*Activity*. From the entries, copy every line that carries the string "Ojekunle".

-----

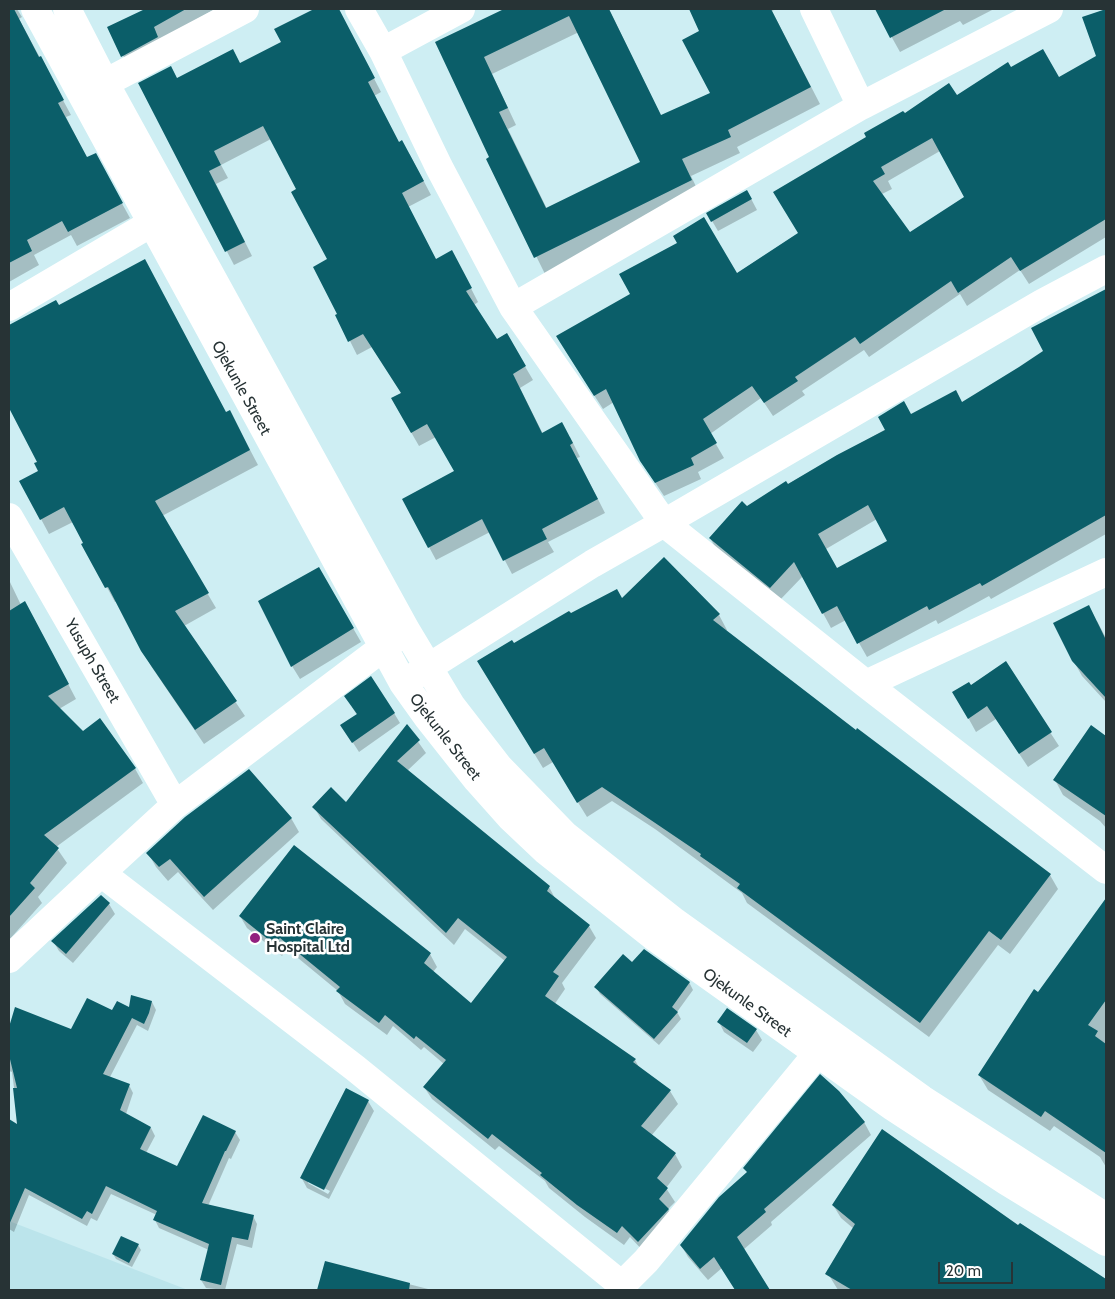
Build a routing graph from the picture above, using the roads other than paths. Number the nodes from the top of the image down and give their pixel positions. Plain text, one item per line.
1 (35, 9) edge
2 (66, 9) edge
3 (245, 9) edge
4 (359, 9) edge
5 (461, 9) edge
6 (814, 9) edge
7 (1049, 9) edge
8 (383, 51) junction
9 (105, 84) junction
10 (861, 106) junction
11 (150, 224) junction
12 (1106, 269) edge
13 (9, 307) edge
14 (513, 307) junction
15 (9, 517) edge
16 (664, 523) junction
17 (1106, 572) edge
18 (406, 630) junction
19 (383, 646) junction
20 (428, 668) junction
21 (403, 683) junction
22 (866, 684) junction
23 (175, 805) junction
24 (1106, 870) edge
25 (101, 874) junction
26 (9, 959) edge
27 (826, 1045) junction
28 (1106, 1217) edge
29 (1106, 1242) edge

1 - 11 street, Ojekunle Street
2 - 9 street, Ojekunle Street
3 - 9 street
4 - 8 street
5 - 8 street
6 - 10 street
7 - 10 street
8 - 14 street
9 - 18 street, Ojekunle Street
10 - 14 street
11 - 13 street
11 - 19 street, Ojekunle Street
12 - 16 street
14 - 16 street
15 - 23 street, Yusuph Street
16 - 20 street
16 - 22 street
17 - 22 street
18 - 19 street
18 - 20 street, Ojekunle Street
19 - 21 street, Ojekunle Street
19 - 23 street
20 - 21 street
20 - 27 street, Ojekunle Street
21 - 27 street, Ojekunle Street
22 - 24 street
23 - 25 street
25 - 26 street
25 - 27 street
27 - 28 street, Ojekunle Street
27 - 29 street, Ojekunle Street

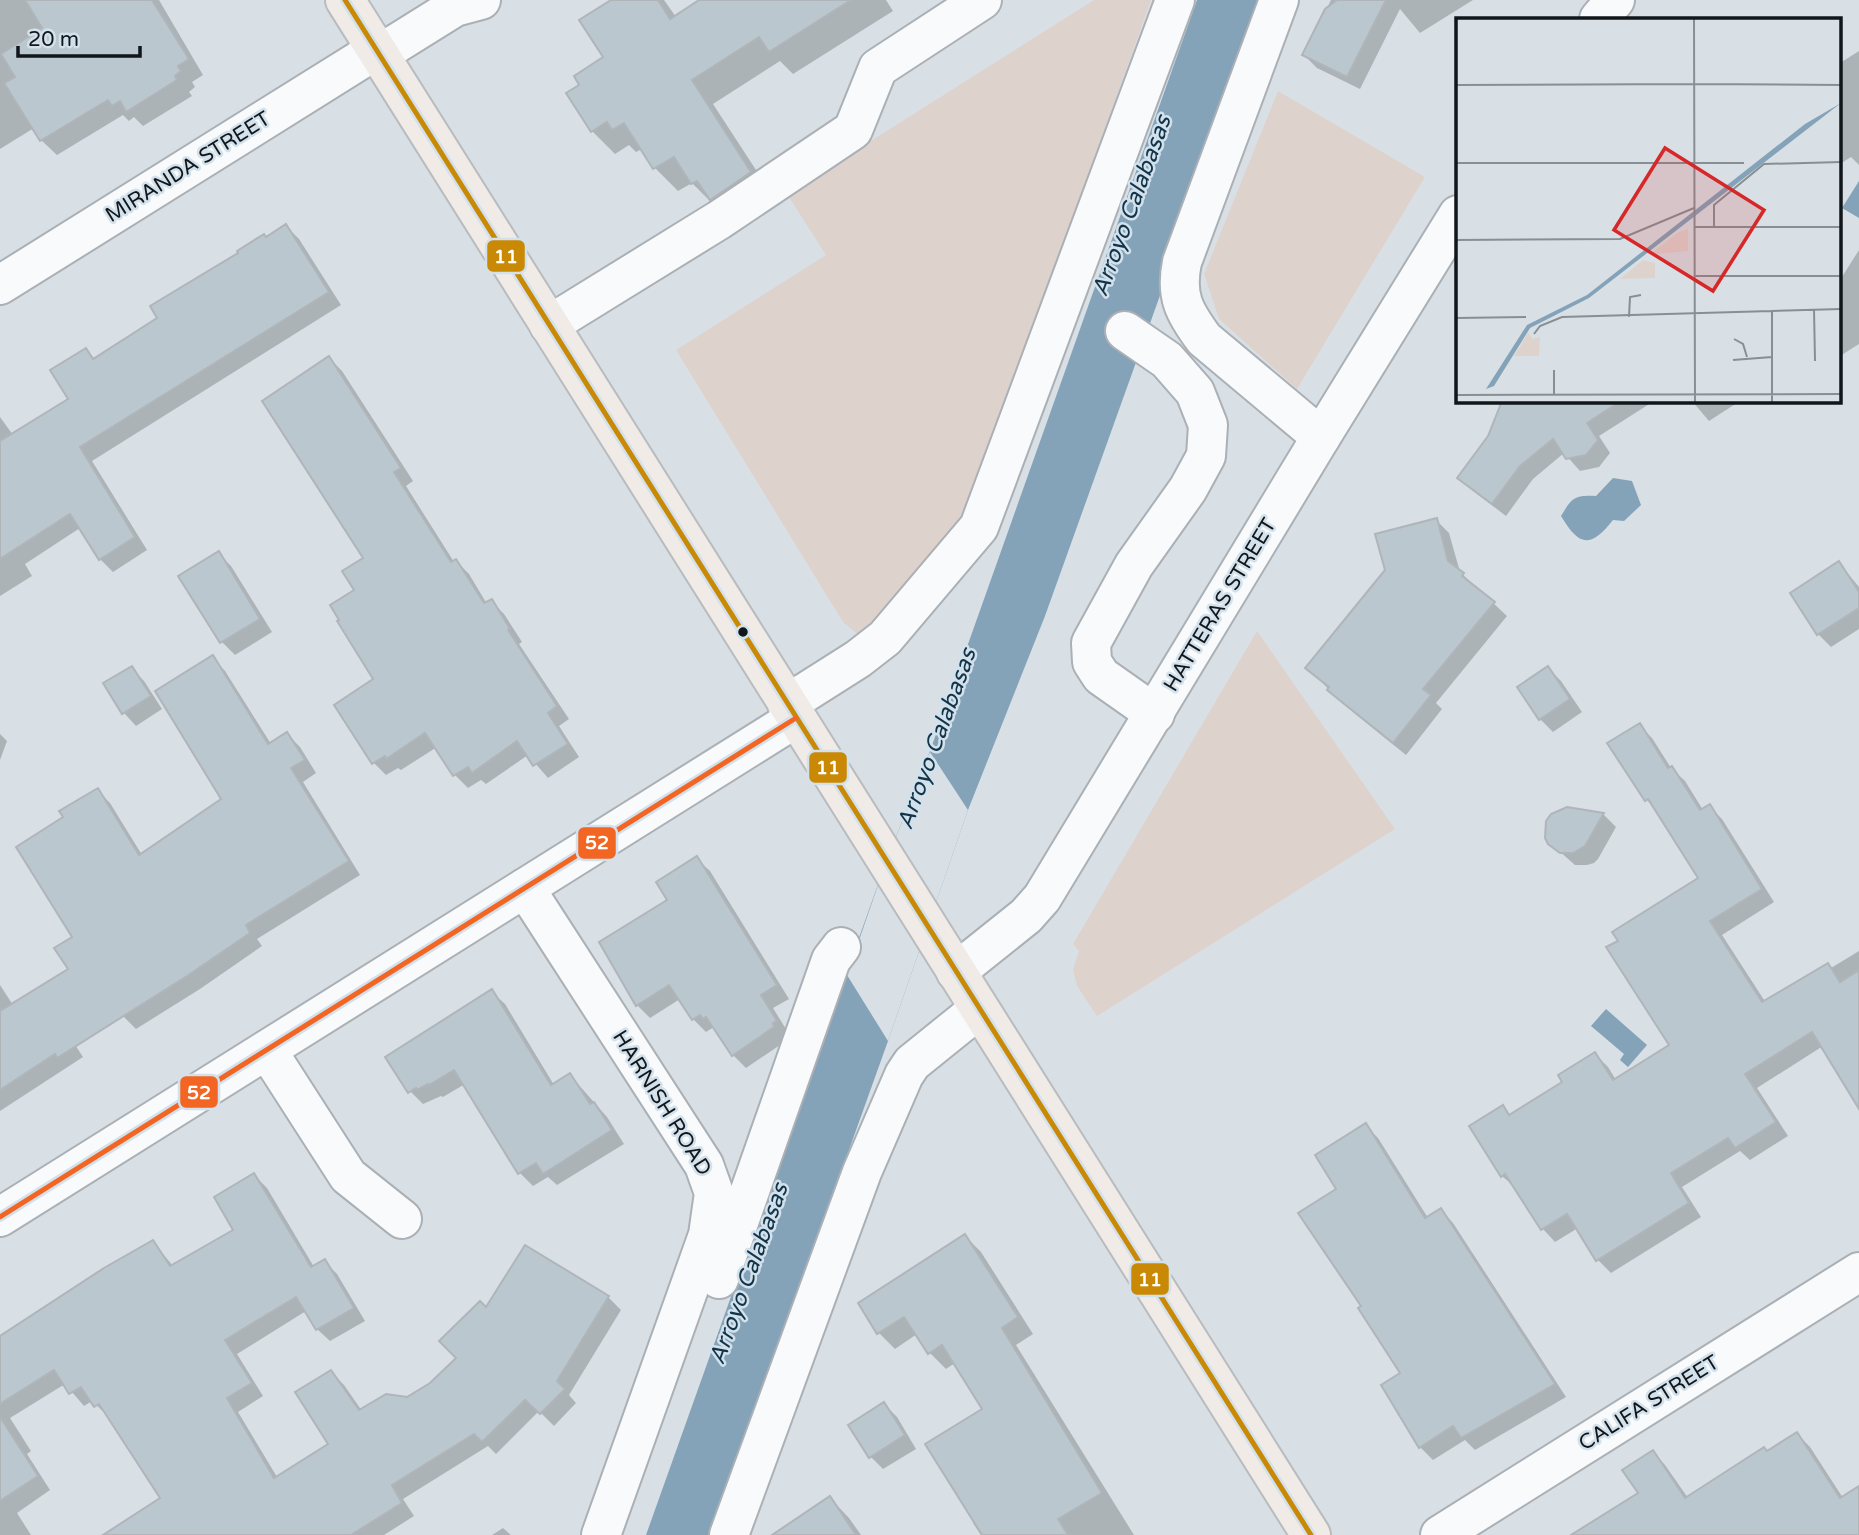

-----

*Response box*.
1 - 11 street, Ojekunle Street
2 - 9 street, Ojekunle Street
9 - 18 street, Ojekunle Street
11 - 19 street, Ojekunle Street
18 - 20 street, Ojekunle Street
19 - 21 street, Ojekunle Street
20 - 27 street, Ojekunle Street
21 - 27 street, Ojekunle Street
27 - 28 street, Ojekunle Street
27 - 29 street, Ojekunle Street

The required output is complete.